For example, the development of semantic web and grid technologies leads to increased
and renewed attention for the potential of the web to support business processes [20,48]. As
an example, virtual organizations (VOs) are being re-invented in the context of the grid, where
they are composed of a number of autonomous entities (representing different individuals,
departments and organizations), each of which has a range of problem-solving capabilities
and resources at its disposal [48, p. 237]. The question is how VOs are to be dynamically
composed and re-composed from individual agents, when different tasks and subtasks need
to be performed. This would be done by allocating these subtasks to different agents who
may each be capable of performing different subsets of these tasks. Similarly, supply chain
formation (SCF) is concerned with the, possibly ad-hoc, allocation of services to providers
in the supply chain, in such a way that overall profit is optimized [17,60].

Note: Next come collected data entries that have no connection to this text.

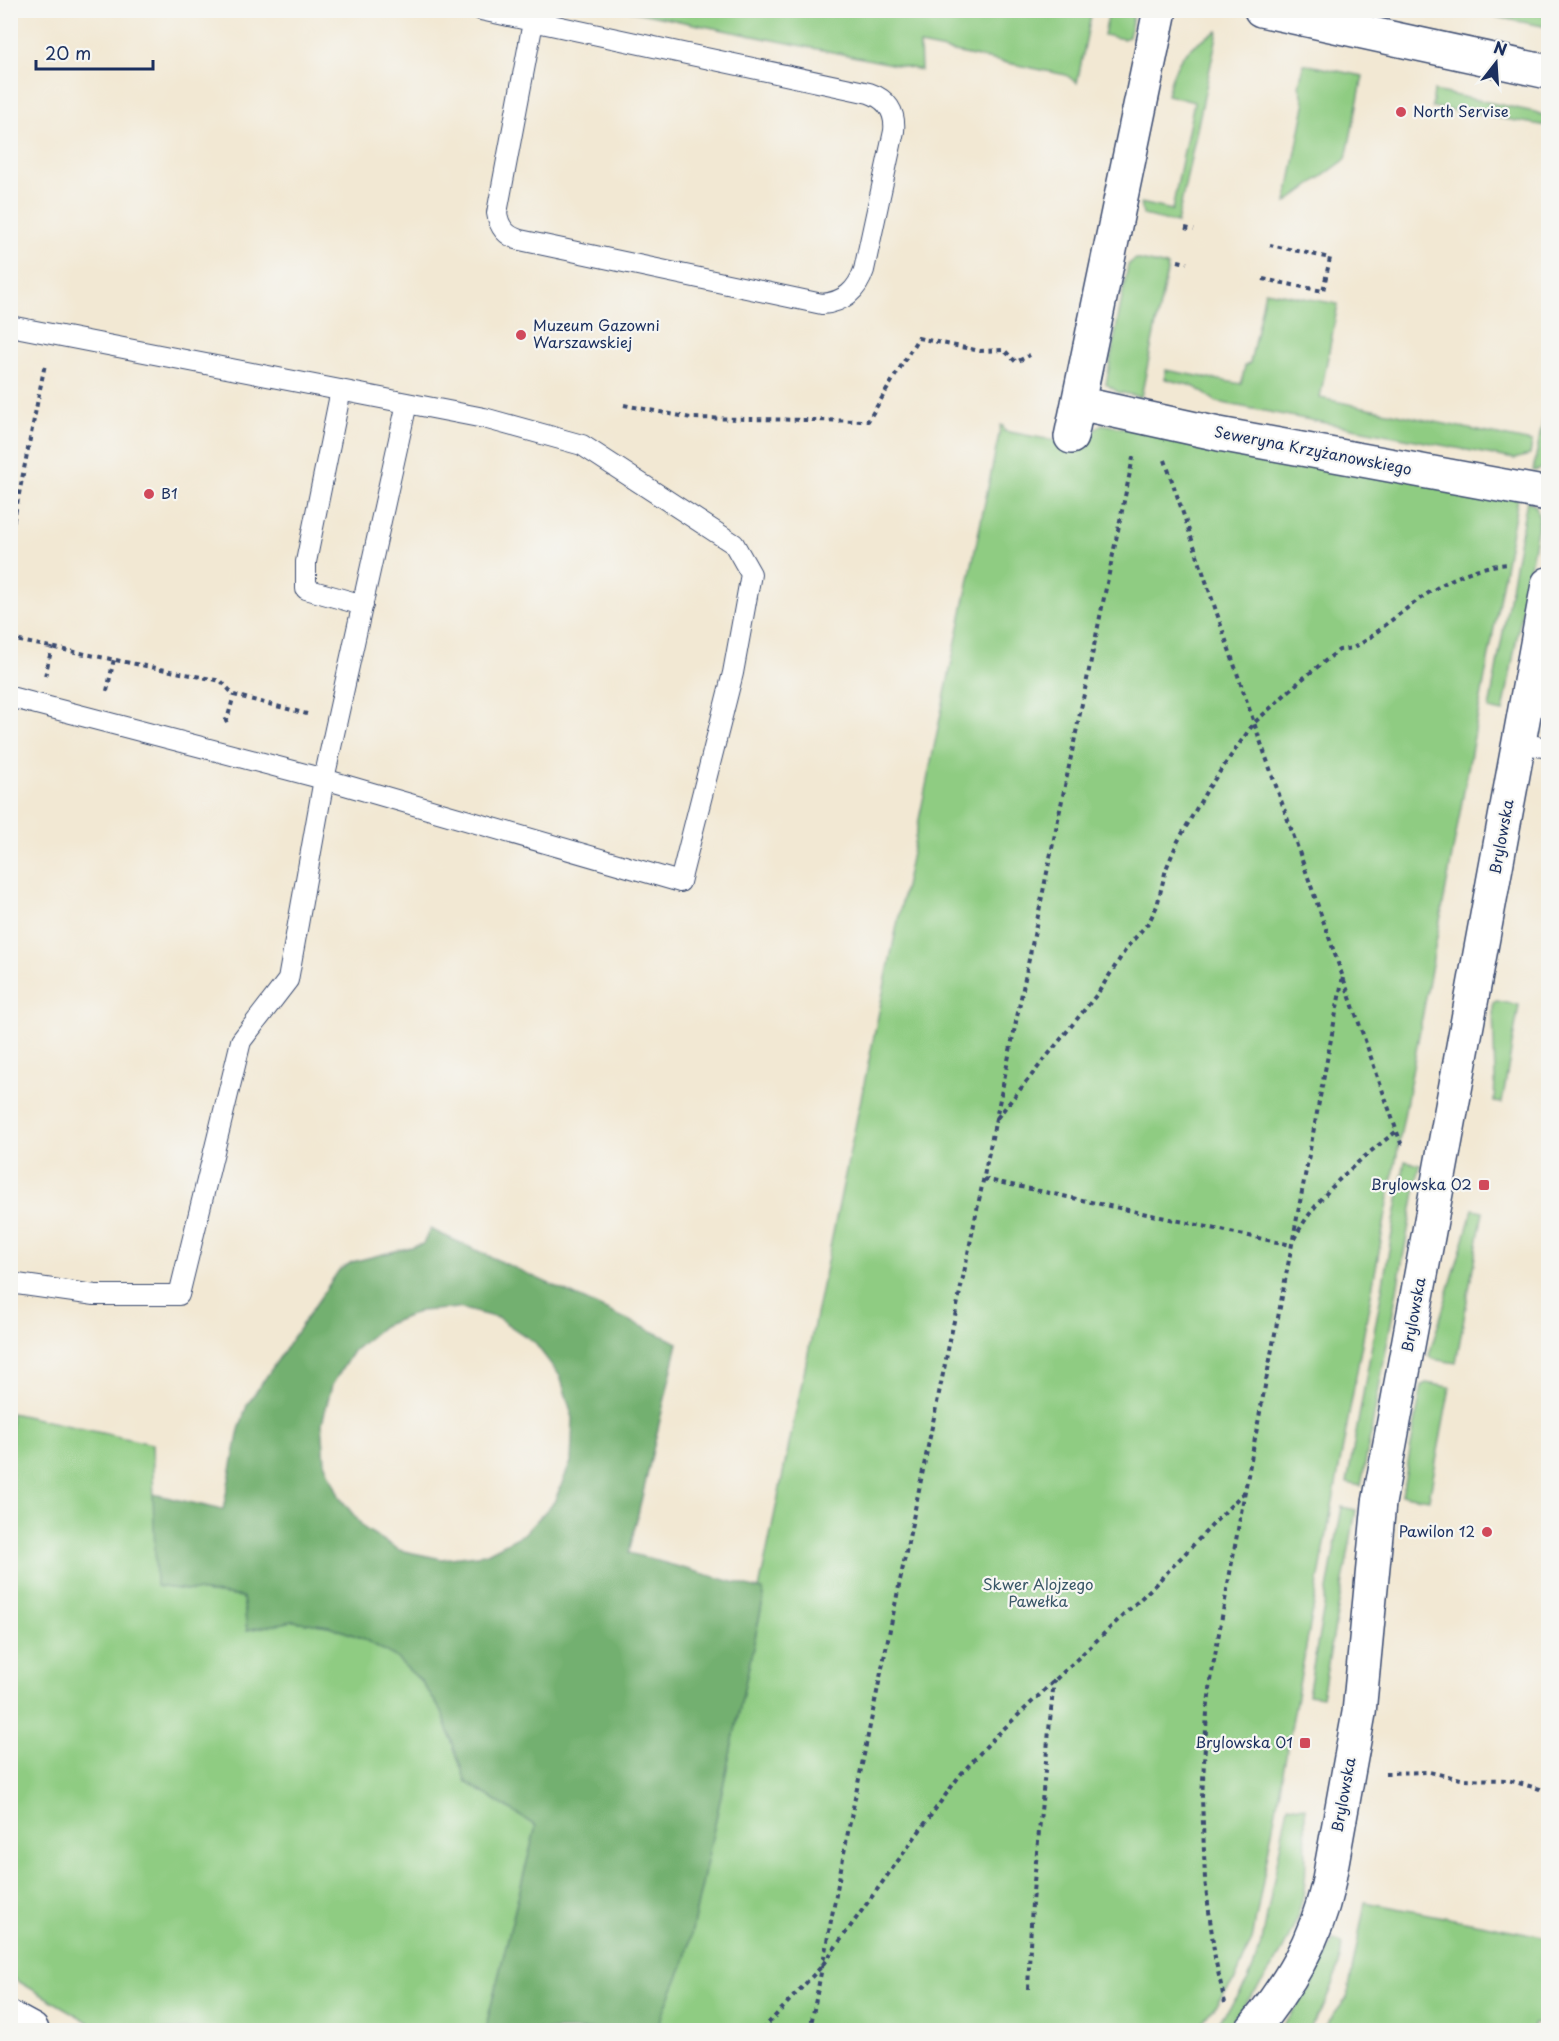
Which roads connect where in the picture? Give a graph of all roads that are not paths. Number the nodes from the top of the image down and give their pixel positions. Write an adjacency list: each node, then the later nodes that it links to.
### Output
1 (481, 10): 4 (lane)
2 (1160, 10): 9 (street)
3 (1261, 10): 5 (street)
4 (532, 22): 4 (lane)
5 (1548, 72)
6 (10, 326): 7 (lane)
7 (341, 390): 8 (lane); 13 (lane)
8 (407, 403): 13 (lane); 16 (lane)
9 (1078, 403): 10 (street); 11 (street, Seweryna Krzyżanowskiego)
10 (1071, 437)
11 (1548, 494)
12 (1548, 584): 15 (street, Brylowska)
13 (363, 605): 16 (lane)
14 (10, 697): 16 (lane)
15 (1534, 745): 20 (street, Brylowska)
16 (324, 779): 17 (lane)
17 (10, 1283)
18 (10, 2018): 19 (street)
19 (32, 2031)
20 (1252, 2031)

Traditionally, such allocation decisions have been analyzed using transaction cost
economics (TCE) [12], which takes the transaction between consecutive stages of development
as its basic unit of analysis, and considers the firm and the market as alternative structural
forms for organizing transactions. Transaction cost economics has traditionally built on
analysis of comparative statics: the central problem of economic organization is considered to be
the adaptation of organizational forms to the characteristics of transactions. More recently,
TCEs founding father, Ronald Coase, acknowledged that this is too simplistic an approach
[13, p. 245]: The analysis cannot be confined to what happens within a single firm. ()
What we are dealing with is a complex interrelated structure.
In this paper, we study the problem of task allocation from the perspective of such a
complex interrelated structure. In particular, the market cannot be considered as an
organizational form without considering specific partners to interact with on the market [32].
Specifically, therefore, we consider agents to be connected to each other in a social network.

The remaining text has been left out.